Onlangs heeft de Hoge Raad een belangwekkend arrest gewezen over de inspanningsverplichting van een gemeente om binnen de wettelijke beslistermijnen een bouwvergunning af te handelen. De uitkomst: het enkel feit dat een wettelijke beslistermijn is overschreden, terwijl in de overeenkomst is bepaald dat binnen deze termijnen wordt beslist, betekent niet zonder meer dat de gemeente jegens een marktpartij onrechtmatig handelt[1].

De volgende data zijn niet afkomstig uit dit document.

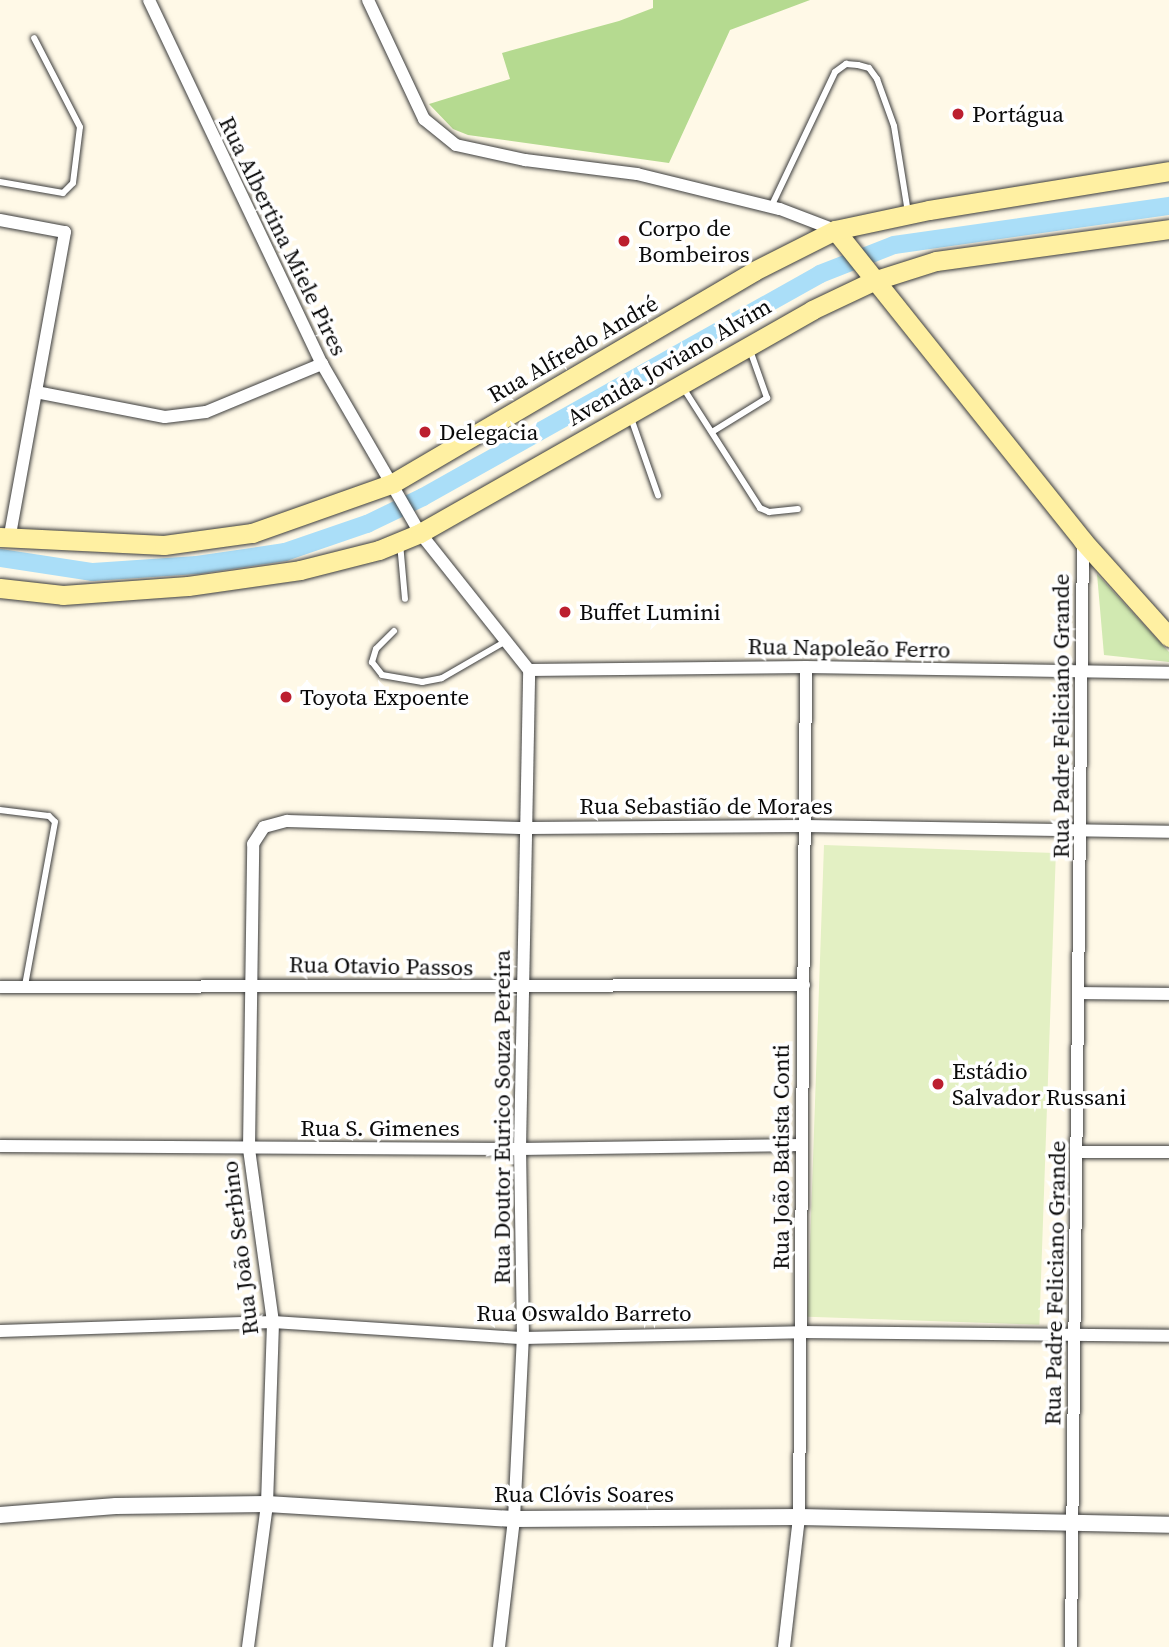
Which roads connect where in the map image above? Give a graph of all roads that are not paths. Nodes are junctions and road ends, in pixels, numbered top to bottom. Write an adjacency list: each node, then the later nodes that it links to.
1 (149, 0): 16 (street, Rua Albertina Miele Pires)
2 (368, 0): 6 (street)
3 (34, 38): 5 (lane)
4 (1169, 171): 7 (main road, Rua Alfredo André)
5 (0, 182)
6 (771, 208): 7 (lane); 10 (street)
7 (908, 214): 10 (main road, Rua Alfredo André)
8 (0, 220): 18 (street)
9 (1169, 229): 11 (main road, Avenida Joviano Alvim)
10 (839, 236): 12 (main road); 21 (main road, Rua Alfredo André)
11 (909, 269): 12 (main road, Avenida Joviano Alvim); 14 (main road)
12 (867, 274): 13 (main road, Avenida Joviano Alvim); 14 (main road)
13 (842, 296): 14 (main road); 15 (main road, Avenida Joviano Alvim)
14 (892, 305): 27 (main road)
15 (748, 346): 17 (main road, Avenida Joviano Alvim); 20 (lane)
16 (322, 364): 18 (street); 21 (street, Rua Albertina Miele Pires)
17 (681, 384): 19 (main road, Avenida Joviano Alvim); 20 (lane)
18 (36, 392): 25 (street)
19 (629, 413): 22 (lane); 24 (main road, Avenida Joviano Alvim)
20 (712, 432): 23 (lane)
21 (395, 486): 24 (street, Rua Albertina Miele Pires); 25 (main road, Rua Alfredo André)
22 (658, 495)
23 (798, 509)
24 (416, 525): 26 (main road, Avenida Joviano Alvim); 32 (street, Rua Albertina Miele Pires)
25 (5, 538)
26 (400, 541): 28 (main road, Avenida Joviano Alvim); 29 (lane)
27 (1083, 541): 31 (main road); 35 (street, Rua Padre Feliciano Grande)
28 (0, 588)
29 (405, 599)
30 (394, 631): 32 (lane)
31 (1169, 637)
32 (506, 641): 34 (street, Rua Albertina Miele Pires)
33 (806, 667): 34 (street, Rua Napoleão Ferro); 35 (street, Rua Napoleão Ferro); 38 (street, Rua João Batista Conti)
34 (528, 670): 39 (street, Rua Doutor Eurico Souza Pereira)
35 (1082, 673): 36 (street, Rua Napoleão Ferro); 40 (street, Rua Padre Feliciano Grande)
36 (1169, 673)
37 (0, 810): 45 (lane)
38 (805, 826): 39 (street, Rua Sebastião de Moraes); 40 (street, Rua Sebastião de Moraes); 43 (street, Rua João Batista Conti)
39 (528, 828): 42 (street, Rua Sebastião de Moraes); 47 (street, Rua Doutor Eurico Souza Pereira)
40 (1081, 831): 41 (street, Rua Sebastião de Moraes); 48 (street, Rua Padre Feliciano Grande)
41 (1169, 832)
42 (253, 844): 46 (street, Rua João Serbino)
43 (804, 985): 47 (street, Rua Otavio Passos); 50 (street, Rua João Batista Conti)
44 (0, 986): 45 (street, Rua Otavio Passos)
45 (25, 986): 46 (street, Rua Otavio Passos)
46 (249, 986): 47 (street, Rua Otavio Passos); 52 (street, Rua João Serbino)
47 (522, 988): 53 (street, Rua Doutor Eurico Souza Pereira)
48 (1080, 993): 49 (street); 54 (street, Rua Padre Feliciano Grande)
49 (1169, 994)
50 (802, 1145): 53 (street, Rua S. Gimenes); 58 (street, Rua João Batista Conti)
51 (0, 1146): 52 (street, Rua S. Gimenes)
52 (249, 1148): 53 (street, Rua S. Gimenes); 56 (street, Rua João Serbino)
53 (520, 1149): 61 (street, Rua Doutor Eurico Souza Pereira)
54 (1078, 1152): 55 (street); 59 (street, Rua Padre Feliciano Grande)
55 (1169, 1152)
56 (273, 1322): 57 (street, Rua Oswaldo Barreto); 61 (street, Rua Oswaldo Barreto); 62 (street, Rua João Serbino)
57 (0, 1331)
58 (801, 1332): 59 (street, Rua Oswaldo Barreto); 61 (street, Rua Oswaldo Barreto); 64 (street, Rua João Batista Conti)
59 (1075, 1334): 60 (street, Rua Oswaldo Barreto); 66 (street, Rua Padre Feliciano Grande)
60 (1169, 1336)
61 (523, 1338): 65 (street, Rua Doutor Eurico Souza Pereira)
62 (267, 1504): 63 (street, Rua Clóvis Soares); 65 (street, Rua Clóvis Soares); 68 (street, Rua João Serbino)
63 (0, 1515)
64 (799, 1517): 65 (street, Rua Clóvis Soares); 66 (street, Rua Clóvis Soares); 70 (street, Rua João Batista Conti)
65 (514, 1519): 69 (street, Rua Doutor Eurico Souza Pereira)
66 (1073, 1523): 67 (street, Rua Clóvis Soares); 71 (street, Rua Padre Feliciano Grande)
67 (1169, 1525)
68 (248, 1647)
69 (499, 1647)
70 (784, 1647)
71 (1071, 1647)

In deel I van deze blog heb ik uitleg gegeven over de resultaatsverplichting naar aanleiding van een uitspraak, maar waarom is deze uitspraak zo belangwekkend voor de bouwpraktijk?

Casus

Om deze vraag te beantwoorden, zal ik eerst de casus schetsen:

Een projectontwikkelaar wilde woningen realiseren op twee percelen in de gemeente Venray. Eén perceel was al in eigendom van de ontwikkelaar, voor het andere was een koopovereenkomst gesloten, maar was nog niet geleverd. Voor dit project heeft de ontwikkelaar een exploitatieovereenkomst gesloten met de gemeente. Daarin stond een verplichting van de gemeente om zich in te spannen de benodigde bouwvergunningen direct in behandeling te nemen en binnen de wettelijke termijnen af te handelen. De gemeente hield zich overigens wel haar publiekrechtelijke verantwoordelijkheden op het gebied van bouwen, ruimtelijke ordening en milieu.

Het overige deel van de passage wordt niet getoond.